Morning Muffins: make them with 1 large cake mix (the no pudding added kind), 15 oz. of canned pumpkin (not pie filling), and any other goodies like dried fruit or seeds or toasted nuts. Do NOT follow the cake recipe - no eggs, oil, or water - just the pumpkin. The batter will be thick. It also doesn't seem to matter what flavor cake you use - we have done it with chocolate cake mix and still didn't taste the pumpkin. Bake as you would any muffin.
Stuffed Muffins - make batter for a plain muffin, pour 1/2 the amount in muffin cup, sprinkle some crumbled bacon or sausage and shredded cheese in the middle, cover with more batter. Bake as usual.
Yogurt. We make our own, and add the goodies we like - whether chopped fruit, toasted nuts or oatmeal - our son even likes his with crispy rice cereal stirred in if he is going to eat it right away.

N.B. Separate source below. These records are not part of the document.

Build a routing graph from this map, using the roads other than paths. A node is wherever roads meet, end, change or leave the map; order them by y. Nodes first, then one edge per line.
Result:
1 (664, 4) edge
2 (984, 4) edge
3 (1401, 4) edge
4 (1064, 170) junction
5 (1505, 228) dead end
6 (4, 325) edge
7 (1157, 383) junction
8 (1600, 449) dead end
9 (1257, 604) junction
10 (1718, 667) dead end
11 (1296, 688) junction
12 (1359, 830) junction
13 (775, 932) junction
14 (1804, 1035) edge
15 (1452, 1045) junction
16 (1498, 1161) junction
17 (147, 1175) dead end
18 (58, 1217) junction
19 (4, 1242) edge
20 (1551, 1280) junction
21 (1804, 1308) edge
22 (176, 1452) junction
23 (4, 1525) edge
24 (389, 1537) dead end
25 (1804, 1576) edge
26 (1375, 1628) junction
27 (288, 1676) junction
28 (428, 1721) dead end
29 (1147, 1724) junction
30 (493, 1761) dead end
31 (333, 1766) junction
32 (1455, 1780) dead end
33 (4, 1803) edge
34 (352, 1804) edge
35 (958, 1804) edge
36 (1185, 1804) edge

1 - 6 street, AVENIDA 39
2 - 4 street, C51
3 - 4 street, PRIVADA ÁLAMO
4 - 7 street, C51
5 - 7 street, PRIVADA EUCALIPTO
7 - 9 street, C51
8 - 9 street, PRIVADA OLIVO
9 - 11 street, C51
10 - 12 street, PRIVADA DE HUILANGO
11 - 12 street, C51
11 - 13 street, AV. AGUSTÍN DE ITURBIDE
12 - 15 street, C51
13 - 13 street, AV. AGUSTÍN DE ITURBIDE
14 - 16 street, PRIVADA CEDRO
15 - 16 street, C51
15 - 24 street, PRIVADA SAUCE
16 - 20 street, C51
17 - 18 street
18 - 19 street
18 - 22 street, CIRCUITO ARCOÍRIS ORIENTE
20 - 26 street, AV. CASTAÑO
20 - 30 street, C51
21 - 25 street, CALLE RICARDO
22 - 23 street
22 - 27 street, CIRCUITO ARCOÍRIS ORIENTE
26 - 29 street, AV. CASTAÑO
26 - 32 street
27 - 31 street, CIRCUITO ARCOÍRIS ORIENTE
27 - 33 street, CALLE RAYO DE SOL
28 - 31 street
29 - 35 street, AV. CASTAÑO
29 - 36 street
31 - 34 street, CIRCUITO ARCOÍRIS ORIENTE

I love oatmeal with fruit for breakfast. I add about 1/2 cup frozen fruit (peaches, strawberries, blueberries, or bing cherries) to 1 cup water when I put it on to boil. Once the water comes to a boil, I add 1/2 cup oatmeal and let it cook. When done, I add a sliced banana and 1 Tbsp. brown sugar. This doubles the size of my oatmeal, is super filling, and tastes so good. A great high fiber, low calorie breakfast.